The economic downturn pressures shippers just as it does other business sectors. That will have trickle-down effects, both positive and negative, on agriculture.

"It could have an impact on our ability to ship grain," says Scott Fritz, chairman of the U.S. Soybean Export Council, who farms at Winamac, Ind. "Construction of new vessels as well as improvements to infrastructure have slowed. So ag may be constrained due to capacity."

On the other hand, declining international trade means steamship bulk freight rates have crashed, dropping as much as 95% from their peak at midyear. Bulk rates from Pacific Northwest ports that topped $140/metric ton now are under $20/ton. That makes exporting ag products much less expensive.

"There were vessels trading in July at $100,000 to $140,000 a day, or $200,000 a day on larger vessels, that now are at $6,000 a day. It's a very, very challenging scenario," says Jay O'Neil, senior economist with Kansas State University's International Grains Program. "We want to be very careful that cargo makes it to port and does not get seized in a bankruptcy proceeding."
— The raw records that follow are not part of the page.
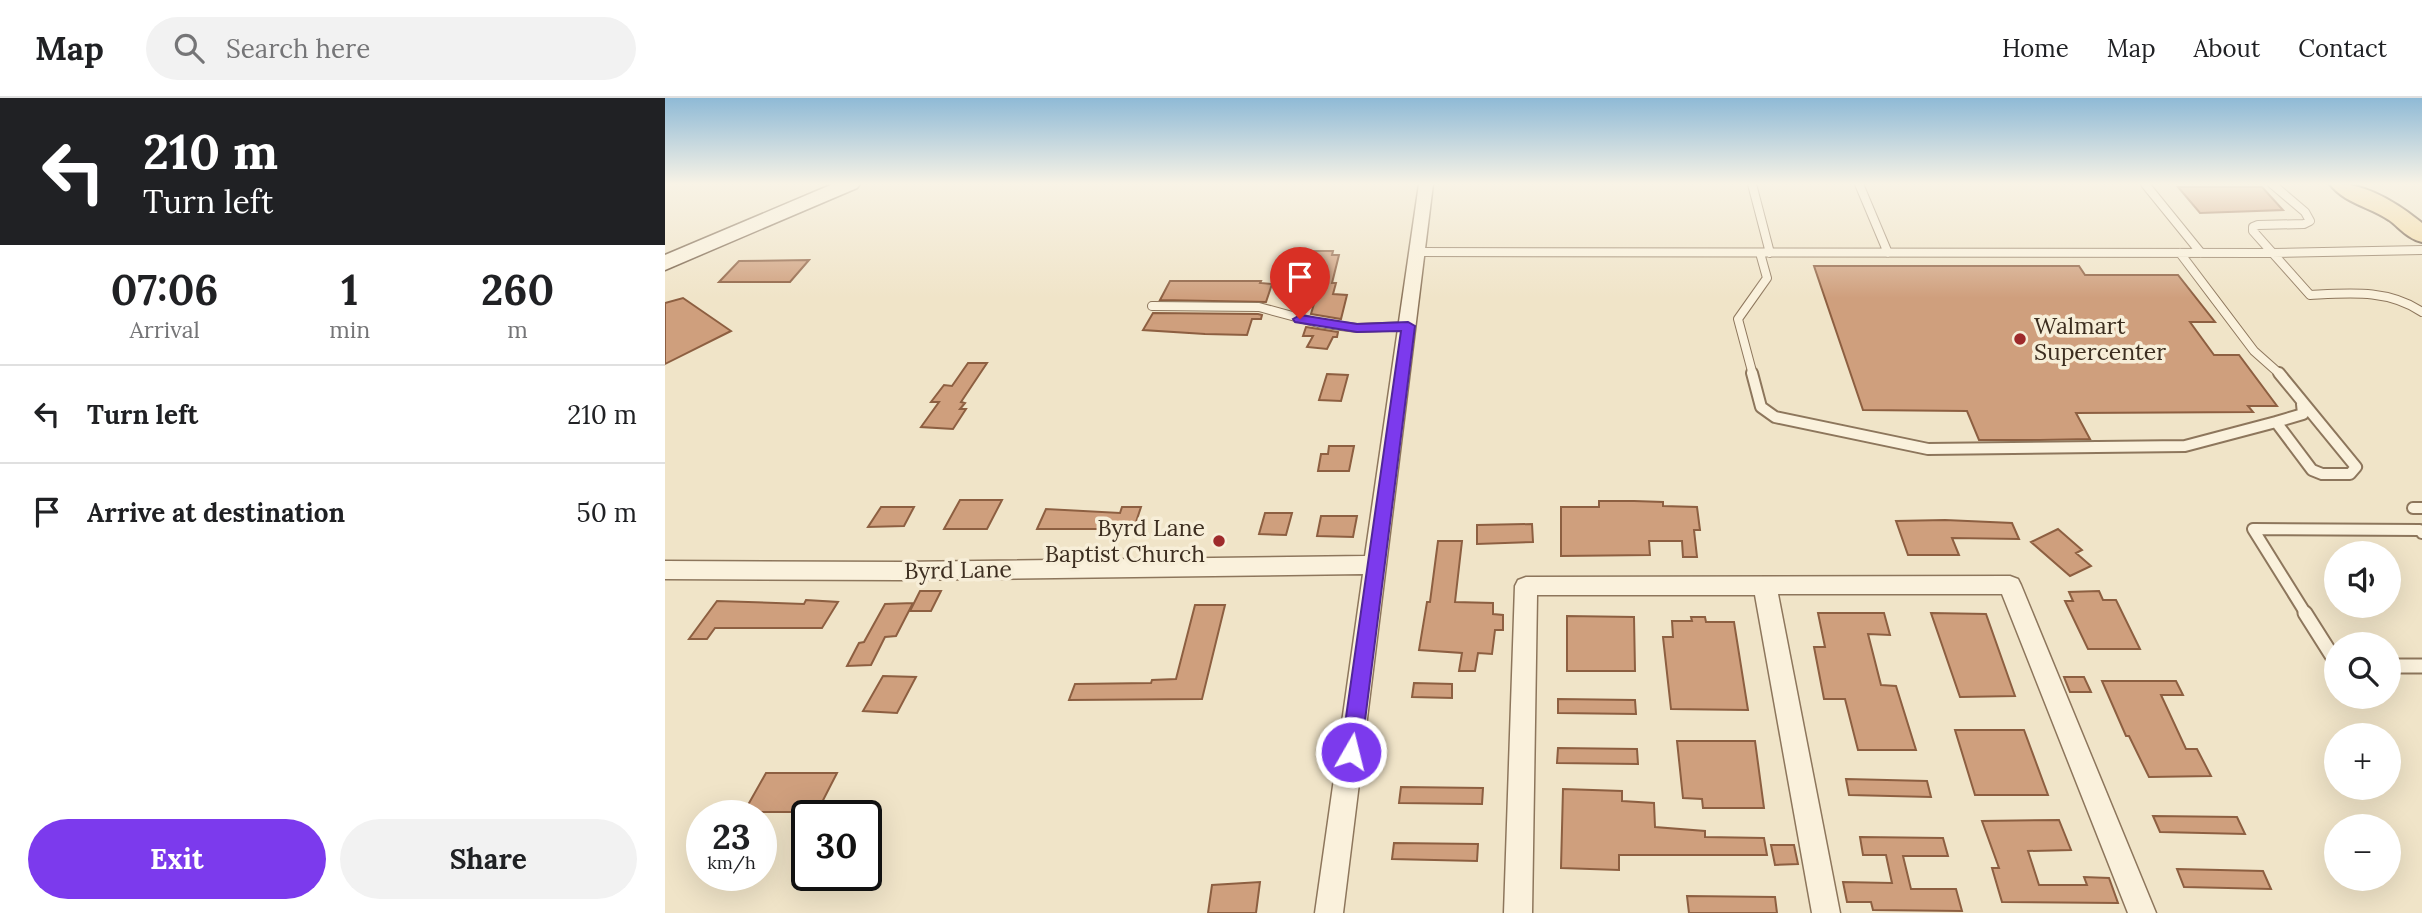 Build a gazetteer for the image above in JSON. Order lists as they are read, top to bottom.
{
  "streets": {
    "street": ["Byrd Lane"]
  },
  "places": ["Walmart Supercenter", "Byrd Lane Baptist Church"],
  "page": {
    "header": "Map",
    "search": "Search here",
    "nav": [
      "Home",
      "Map",
      "About",
      "Contact"
    ],
    "turn": ["210 m", "Turn left"],
    "eta": [
      "07:06",
      "Arrival",
      "1",
      "min",
      "260",
      "m"
    ],
    "list": [
      {
        "name": "Turn left",
        "value": "210 m"
      },
      {
        "name": "Arrive at destination",
        "value": "50 m"
      }
    ],
    "map_buttons": ["+", "−"],
    "speed": "23 km/h",
    "limit": "30",
    "buttons": ["Exit", "Share"]
  }
} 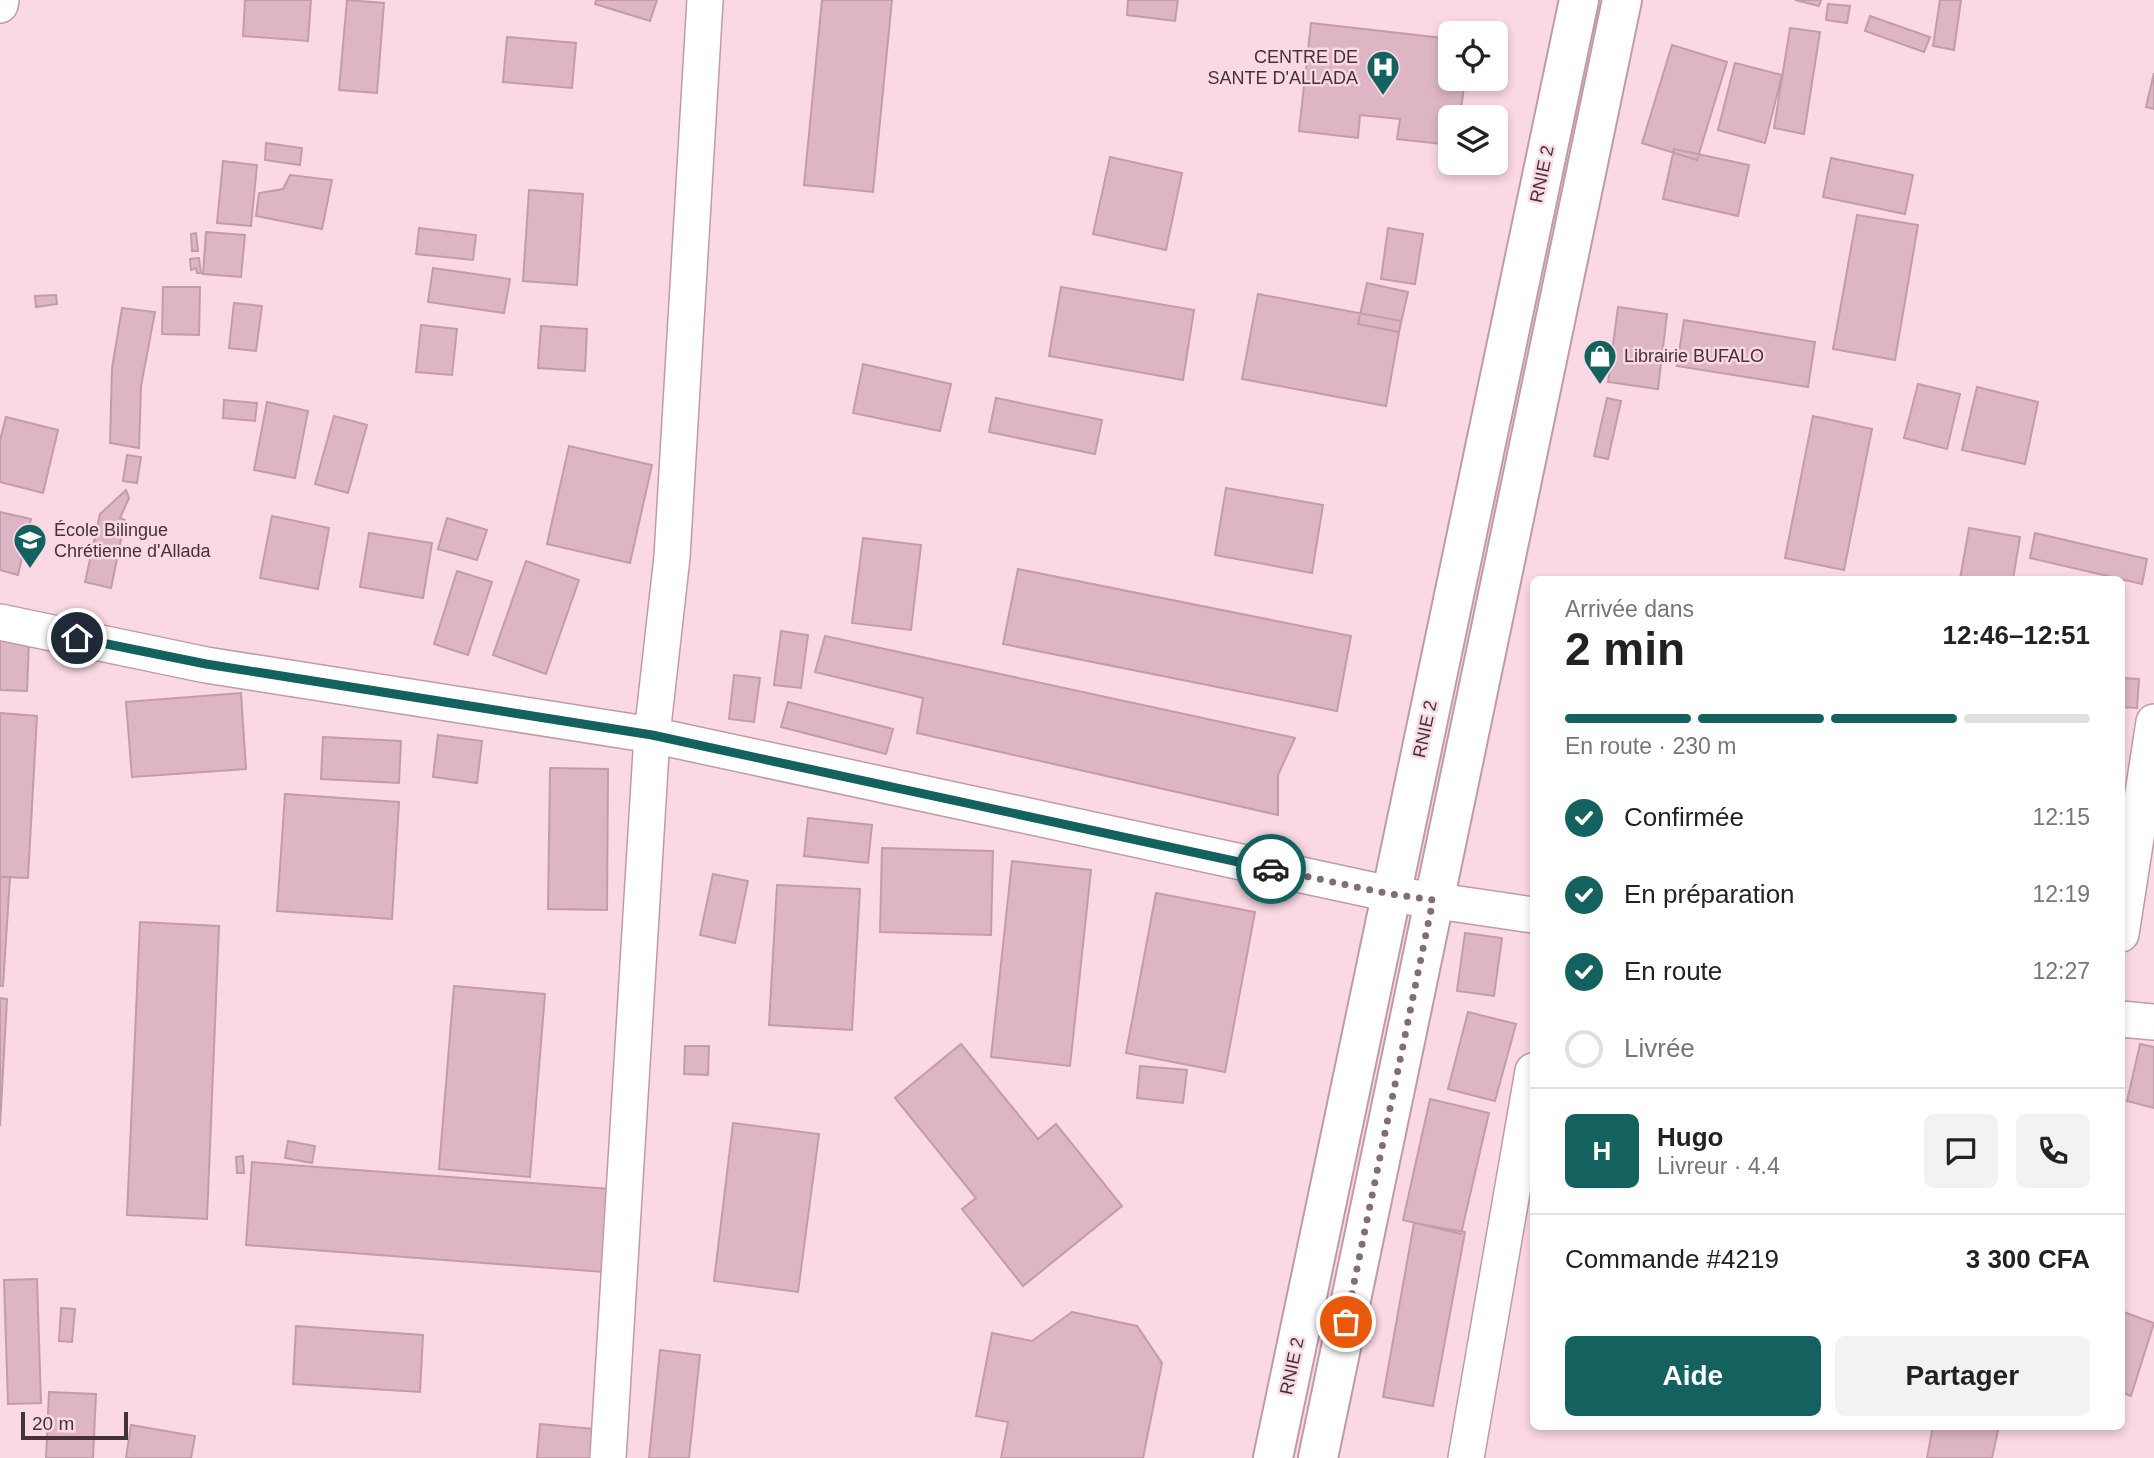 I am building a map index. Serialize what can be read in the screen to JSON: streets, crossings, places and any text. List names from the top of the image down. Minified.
{"streets":{"highway":["RNIE 2"]},"places":{"hospital":["CENTRE DE SANTE D'ALLADA"],"shop":["Librairie BUFALO"],"school or university":["École Bilingue Chrétienne d'Allada"]},"scale_bar":"20 m","page":{"heading":["2 min","Arrivée dans","12:46–12:51"],"panel":["Hugo","Livreur · 4.4","Commande #4219","3 300 CFA"],"bar":"En route · 230 m","list":[["Confirmée","12:15"],["En préparation","12:19"],["En route","12:27"],"Livrée"],"round":"H","buttons":["Aide","Partager"],"scale":"20 m"}} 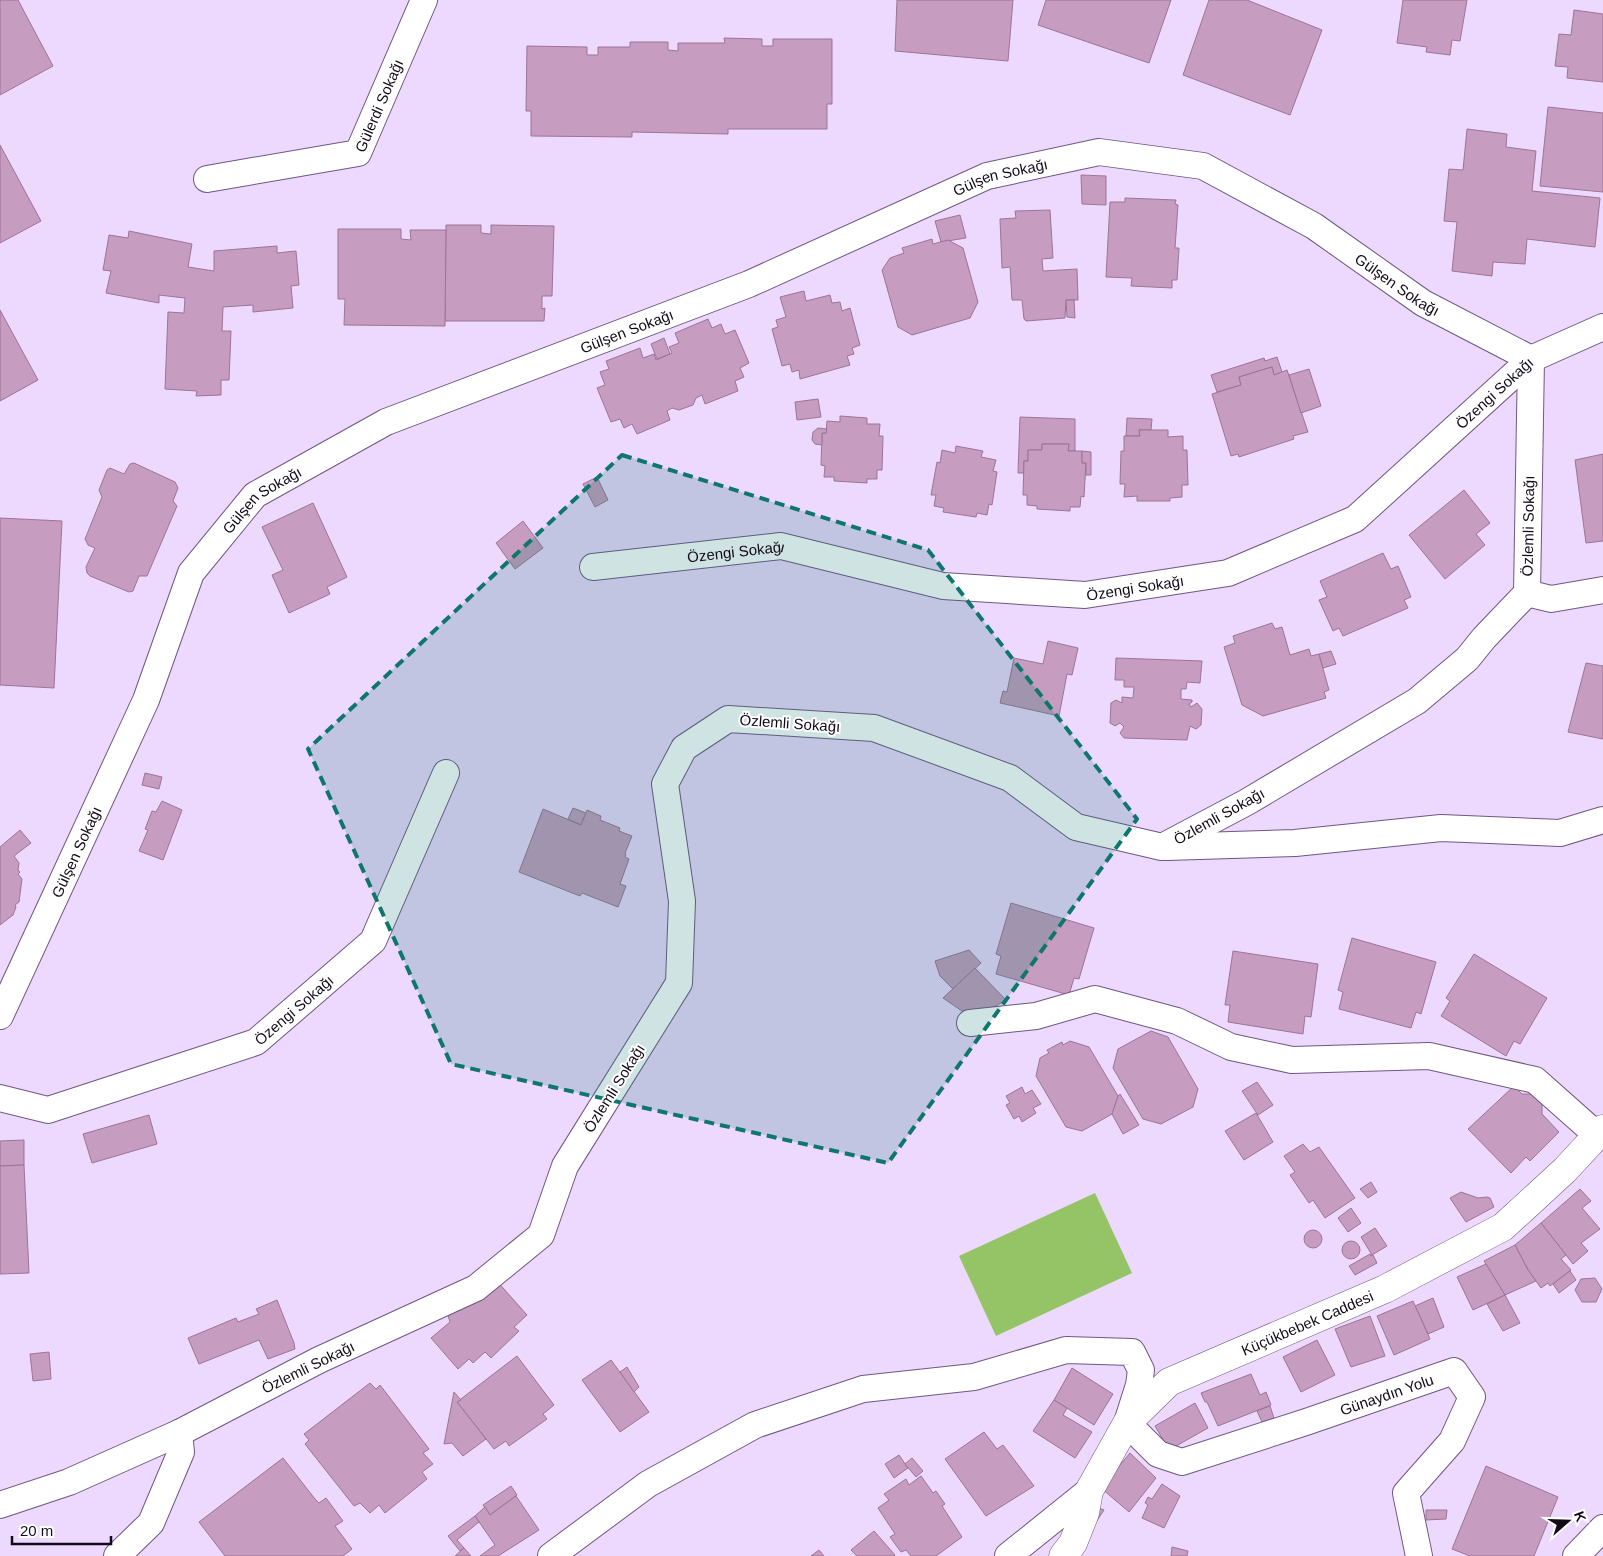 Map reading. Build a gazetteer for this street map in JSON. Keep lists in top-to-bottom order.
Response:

Big boxes. About 5% of U.S. grain now moves overseas via containers. "Containers bring the ability to segregate grain, something we lusted after for many years," says Lynn Clarkson, president of Clarkson Grain in Cerro Gordo, Ill. "This started with food-grade soybeans. Then along came GMOs and segregation became critical."

In addition, he says, "The container democratizes trade. You don't have to find a buyer willing to buy 20,000 tons of grain at a time. A farmer can develop his own trade, if he wants."

Container demand eased off this summer, and in the short term, "U.S. imports of manufactured goods will be growing more slowly. So outbound container freight may not be as cheap as it has been the past couple of years," says Marc Levinson, an economist and author of The Box, a book about the container industry. "But I don't expect a decline in container imports once we get through this recession."

Joe Jordan, general manager of Soyatech, adds: "Farmers have had a hard time getting the containers they need at rates they can pay. They need storage and transportation costs they can afford or it negates the premium they get for specialty crops. I expect containers to be more available and not have the critical shortage of six months ago."

To contact Charles Johnson, e-mail CJohnson@farmjournal.com.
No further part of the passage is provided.